Stored data entries
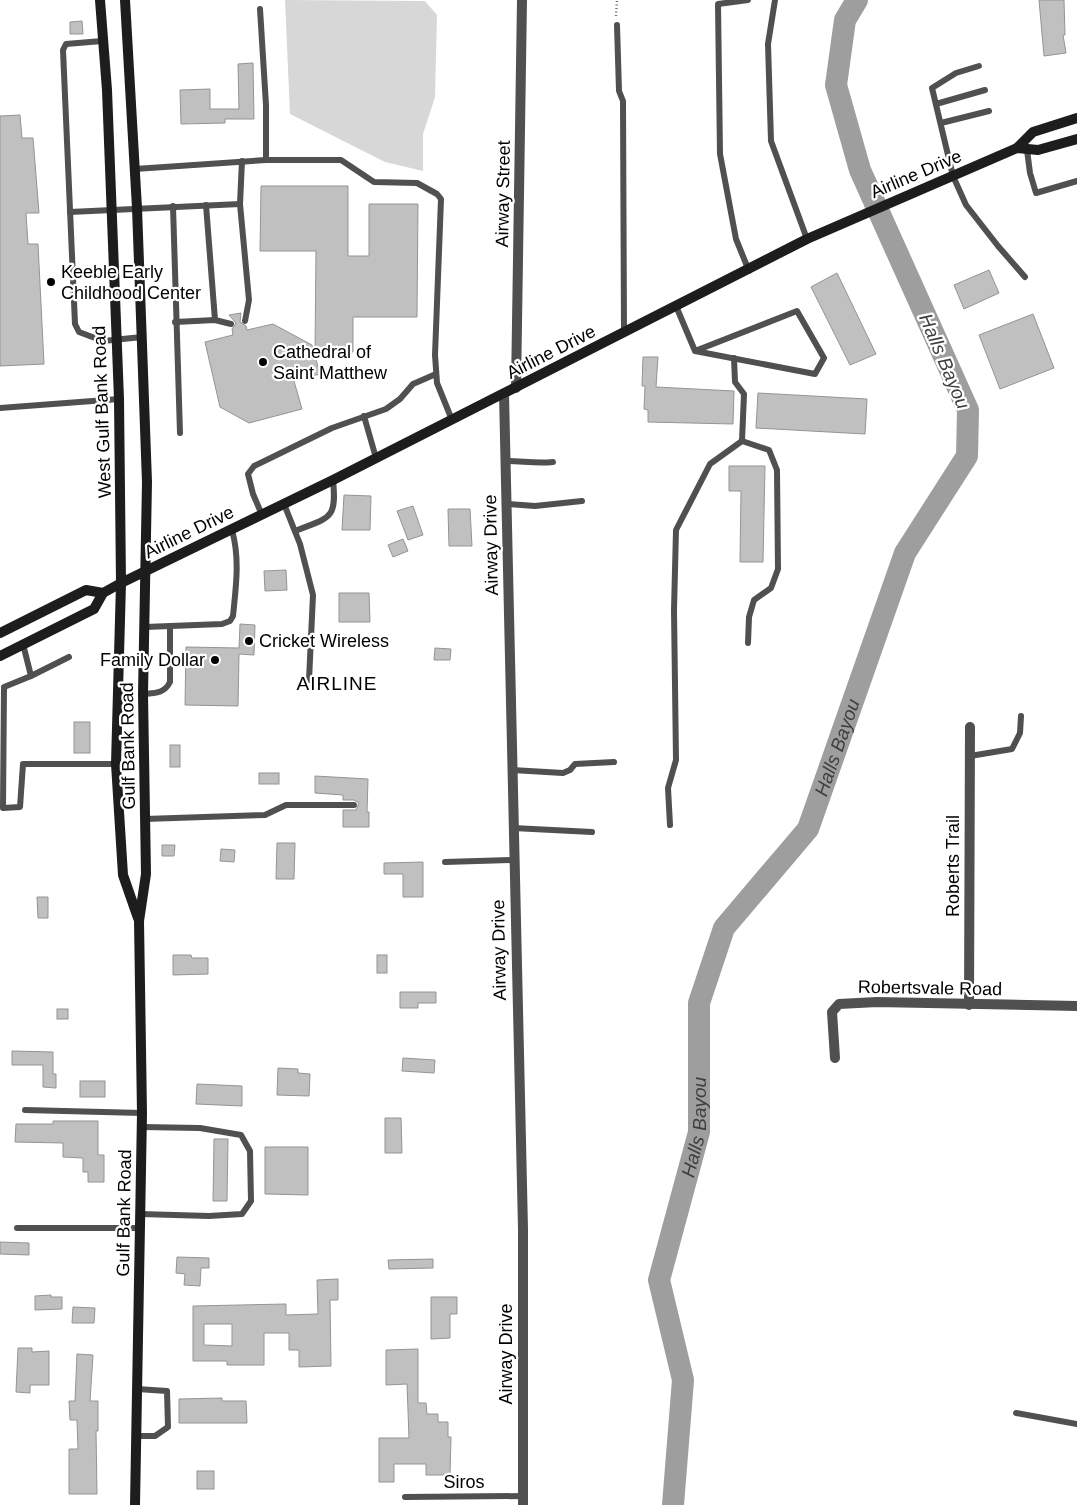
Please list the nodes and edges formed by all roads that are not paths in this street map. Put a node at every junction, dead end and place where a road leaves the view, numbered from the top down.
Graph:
1 (100, 0) edge
2 (125, 0) edge
3 (522, 0) edge
4 (748, 0) edge
5 (775, 0) edge
6 (260, 9) dead end
7 (617, 25) road end
8 (102, 40) junction
9 (979, 66) dead end
10 (985, 90) dead end
11 (936, 104) junction
12 (989, 111) dead end
13 (1077, 118) edge
14 (941, 123) junction
15 (1077, 139) edge
16 (1022, 149) junction
17 (266, 160) junction
18 (242, 161) junction
19 (136, 169) junction
20 (953, 176) junction
21 (1077, 181) edge
22 (240, 204) junction
23 (206, 205) junction
24 (172, 206) junction
25 (137, 208) junction
26 (111, 209) junction
27 (70, 212) junction
28 (807, 239) junction
29 (749, 271) junction
30 (1025, 277) dead end
31 (676, 306) junction
32 (215, 320) junction
33 (245, 321) dead end
34 (175, 322) junction
35 (230, 324) dead end
36 (624, 333) junction
37 (142, 337) junction
38 (116, 339) junction
39 (695, 350) junction
40 (734, 358) junction
41 (436, 374) junction
42 (516, 388) junction
43 (504, 394) junction
44 (119, 399) junction
45 (0, 408) edge
46 (364, 416) junction
47 (452, 420) junction
48 (180, 433) dead end
49 (742, 442) junction
50 (376, 458) junction
51 (506, 461) junction
52 (553, 462) dead end
53 (333, 480) junction
54 (582, 501) dead end
55 (284, 504) junction
56 (507, 504) junction
57 (262, 515) junction
58 (232, 530) junction
59 (295, 531) junction
60 (146, 571) junction
61 (121, 583) junction
62 (103, 593) junction
63 (170, 626) junction
64 (145, 627) junction
65 (0, 633) edge
66 (748, 643) dead end
67 (23, 644) junction
68 (0, 656) edge
69 (69, 657) dead end
70 (31, 676) junction
71 (309, 680) dead end
72 (143, 694) junction
73 (1021, 716) dead end
74 (970, 727) dead end
75 (970, 756) junction
76 (614, 762) dead end
77 (116, 764) junction
78 (512, 770) junction
79 (354, 805) dead end
80 (145, 819) junction
81 (670, 825) dead end
82 (513, 828) junction
83 (592, 832) dead end
84 (514, 860) junction
85 (445, 862) dead end
86 (139, 921) junction
87 (969, 1005) junction
88 (1077, 1006) edge
89 (835, 1058) dead end
90 (25, 1110) dead end
91 (142, 1113) junction
92 (142, 1127) junction
93 (140, 1214) junction
94 (17, 1228) dead end
95 (140, 1228) junction
96 (137, 1389) junction
97 (1016, 1413) dead end
98 (1077, 1424) edge
99 (136, 1436) junction
100 (405, 1497) dead end
101 (523, 1501) edge
102 (135, 1505) edge

1 - 8 main road, West Gulf Bank Road
2 - 19 main road
3 - 42 street, Airway Street
4 - 29 lane
5 - 28 lane
6 - 17 lane
7 - 36 lane
8 - 26 main road, West Gulf Bank Road
8 - 27 lane
9 - 11 lane
10 - 11 lane
11 - 14 lane
12 - 14 lane
13 - 16 main road, Airline Drive
14 - 20 lane
15 - 16 main road, Airline Drive
16 - 20 main road, Airline Drive
16 - 21 lane
17 - 18 lane
17 - 41 lane
18 - 19 lane
18 - 22 lane
19 - 25 main road
20 - 28 main road, Airline Drive
20 - 30 lane
22 - 23 lane
22 - 33 lane
23 - 24 lane
23 - 32 lane
24 - 25 lane
24 - 34 lane
25 - 26 lane
25 - 37 main road
26 - 27 lane
26 - 38 main road, West Gulf Bank Road
27 - 38 lane
28 - 29 main road, Airline Drive
29 - 31 main road, Airline Drive
31 - 36 main road, Airline Drive
31 - 39 lane
32 - 34 lane
32 - 35 lane
34 - 48 lane
36 - 42 main road, Airline Drive
37 - 38 lane
37 - 60 main road
38 - 44 main road, West Gulf Bank Road
39 - 40 lane
39 - 40 lane
40 - 49 lane
41 - 46 lane
41 - 47 lane
42 - 43 main road, Airline Drive
43 - 47 main road, Airline Drive
43 - 51 street, Airway Drive
44 - 45 lane
44 - 61 main road, West Gulf Bank Road
46 - 50 lane
46 - 57 lane
47 - 50 main road, Airline Drive
49 - 66 lane
49 - 81 lane
50 - 53 main road, Airline Drive
51 - 52 lane
51 - 56 street, Airway Drive
53 - 55 main road, Airline Drive
53 - 59 lane
54 - 56 lane
55 - 57 main road, Airline Drive
55 - 59 lane
56 - 78 street, Airway Drive
57 - 58 main road, Airline Drive
58 - 60 main road, Airline Drive
58 - 63 lane
59 - 71 lane
60 - 61 main road, Airline Drive
60 - 64 main road, Gulf Bank Road
61 - 62 main road, Airline Drive
61 - 77 main road, Gulf Bank Road
62 - 65 main road, Airline Drive
62 - 67 main road, Airline Drive
63 - 64 lane
63 - 72 lane
64 - 72 main road, Gulf Bank Road
67 - 68 main road, Airline Drive
67 - 70 lane
69 - 70 lane
70 - 77 lane
72 - 80 main road, Gulf Bank Road
73 - 75 lane
74 - 75 street, Roberts Trail
75 - 87 street, Roberts Trail
76 - 78 lane
77 - 86 main road, Gulf Bank Road
78 - 82 street, Airway Drive
79 - 80 lane
80 - 86 main road, Gulf Bank Road
82 - 83 lane
82 - 84 street, Airway Drive
84 - 85 lane
84 - 101 street, Airway Drive
86 - 91 main road, Gulf Bank Road
87 - 88 street, Robertsvale Road
87 - 89 street, Robertsvale Road
90 - 91 lane
91 - 92 main road, Gulf Bank Road
92 - 93 main road, Gulf Bank Road
92 - 93 lane
93 - 95 main road, Gulf Bank Road
94 - 95 lane
95 - 96 main road, Gulf Bank Road
96 - 99 main road, Gulf Bank Road
96 - 99 lane
97 - 98 lane
99 - 102 main road, Gulf Bank Road
100 - 101 lane, Siros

Exercise details =>
Give the data above back unchanged, except for the pictures.

Task response =>
Please list the nodes and edges formed by all roads that are not paths in this street map. Put a node at every junction, dead end and place where a road leaves the view, numbered from the top down.
Graph:
1 (100, 0) edge
2 (125, 0) edge
3 (522, 0) edge
4 (748, 0) edge
5 (775, 0) edge
6 (260, 9) dead end
7 (617, 25) road end
8 (102, 40) junction
9 (979, 66) dead end
10 (985, 90) dead end
11 (936, 104) junction
12 (989, 111) dead end
13 (1077, 118) edge
14 (941, 123) junction
15 (1077, 139) edge
16 (1022, 149) junction
17 (266, 160) junction
18 (242, 161) junction
19 (136, 169) junction
20 (953, 176) junction
21 (1077, 181) edge
22 (240, 204) junction
23 (206, 205) junction
24 (172, 206) junction
25 (137, 208) junction
26 (111, 209) junction
27 (70, 212) junction
28 (807, 239) junction
29 (749, 271) junction
30 (1025, 277) dead end
31 (676, 306) junction
32 (215, 320) junction
33 (245, 321) dead end
34 (175, 322) junction
35 (230, 324) dead end
36 (624, 333) junction
37 (142, 337) junction
38 (116, 339) junction
39 (695, 350) junction
40 (734, 358) junction
41 (436, 374) junction
42 (516, 388) junction
43 (504, 394) junction
44 (119, 399) junction
45 (0, 408) edge
46 (364, 416) junction
47 (452, 420) junction
48 (180, 433) dead end
49 (742, 442) junction
50 (376, 458) junction
51 (506, 461) junction
52 (553, 462) dead end
53 (333, 480) junction
54 (582, 501) dead end
55 (284, 504) junction
56 (507, 504) junction
57 (262, 515) junction
58 (232, 530) junction
59 (295, 531) junction
60 (146, 571) junction
61 (121, 583) junction
62 (103, 593) junction
63 (170, 626) junction
64 (145, 627) junction
65 (0, 633) edge
66 (748, 643) dead end
67 (23, 644) junction
68 (0, 656) edge
69 (69, 657) dead end
70 (31, 676) junction
71 (309, 680) dead end
72 (143, 694) junction
73 (1021, 716) dead end
74 (970, 727) dead end
75 (970, 756) junction
76 (614, 762) dead end
77 (116, 764) junction
78 (512, 770) junction
79 (354, 805) dead end
80 (145, 819) junction
81 (670, 825) dead end
82 (513, 828) junction
83 (592, 832) dead end
84 (514, 860) junction
85 (445, 862) dead end
86 (139, 921) junction
87 (969, 1005) junction
88 (1077, 1006) edge
89 (835, 1058) dead end
90 (25, 1110) dead end
91 (142, 1113) junction
92 (142, 1127) junction
93 (140, 1214) junction
94 (17, 1228) dead end
95 (140, 1228) junction
96 (137, 1389) junction
97 (1016, 1413) dead end
98 (1077, 1424) edge
99 (136, 1436) junction
100 (405, 1497) dead end
101 (523, 1501) edge
102 (135, 1505) edge

1 - 8 main road, West Gulf Bank Road
2 - 19 main road
3 - 42 street, Airway Street
4 - 29 lane
5 - 28 lane
6 - 17 lane
7 - 36 lane
8 - 26 main road, West Gulf Bank Road
8 - 27 lane
9 - 11 lane
10 - 11 lane
11 - 14 lane
12 - 14 lane
13 - 16 main road, Airline Drive
14 - 20 lane
15 - 16 main road, Airline Drive
16 - 20 main road, Airline Drive
16 - 21 lane
17 - 18 lane
17 - 41 lane
18 - 19 lane
18 - 22 lane
19 - 25 main road
20 - 28 main road, Airline Drive
20 - 30 lane
22 - 23 lane
22 - 33 lane
23 - 24 lane
23 - 32 lane
24 - 25 lane
24 - 34 lane
25 - 26 lane
25 - 37 main road
26 - 27 lane
26 - 38 main road, West Gulf Bank Road
27 - 38 lane
28 - 29 main road, Airline Drive
29 - 31 main road, Airline Drive
31 - 36 main road, Airline Drive
31 - 39 lane
32 - 34 lane
32 - 35 lane
34 - 48 lane
36 - 42 main road, Airline Drive
37 - 38 lane
37 - 60 main road
38 - 44 main road, West Gulf Bank Road
39 - 40 lane
39 - 40 lane
40 - 49 lane
41 - 46 lane
41 - 47 lane
42 - 43 main road, Airline Drive
43 - 47 main road, Airline Drive
43 - 51 street, Airway Drive
44 - 45 lane
44 - 61 main road, West Gulf Bank Road
46 - 50 lane
46 - 57 lane
47 - 50 main road, Airline Drive
49 - 66 lane
49 - 81 lane
50 - 53 main road, Airline Drive
51 - 52 lane
51 - 56 street, Airway Drive
53 - 55 main road, Airline Drive
53 - 59 lane
54 - 56 lane
55 - 57 main road, Airline Drive
55 - 59 lane
56 - 78 street, Airway Drive
57 - 58 main road, Airline Drive
58 - 60 main road, Airline Drive
58 - 63 lane
59 - 71 lane
60 - 61 main road, Airline Drive
60 - 64 main road, Gulf Bank Road
61 - 62 main road, Airline Drive
61 - 77 main road, Gulf Bank Road
62 - 65 main road, Airline Drive
62 - 67 main road, Airline Drive
63 - 64 lane
63 - 72 lane
64 - 72 main road, Gulf Bank Road
67 - 68 main road, Airline Drive
67 - 70 lane
69 - 70 lane
70 - 77 lane
72 - 80 main road, Gulf Bank Road
73 - 75 lane
74 - 75 street, Roberts Trail
75 - 87 street, Roberts Trail
76 - 78 lane
77 - 86 main road, Gulf Bank Road
78 - 82 street, Airway Drive
79 - 80 lane
80 - 86 main road, Gulf Bank Road
82 - 83 lane
82 - 84 street, Airway Drive
84 - 85 lane
84 - 101 street, Airway Drive
86 - 91 main road, Gulf Bank Road
87 - 88 street, Robertsvale Road
87 - 89 street, Robertsvale Road
90 - 91 lane
91 - 92 main road, Gulf Bank Road
92 - 93 main road, Gulf Bank Road
92 - 93 lane
93 - 95 main road, Gulf Bank Road
94 - 95 lane
95 - 96 main road, Gulf Bank Road
96 - 99 main road, Gulf Bank Road
96 - 99 lane
97 - 98 lane
99 - 102 main road, Gulf Bank Road
100 - 101 lane, Siros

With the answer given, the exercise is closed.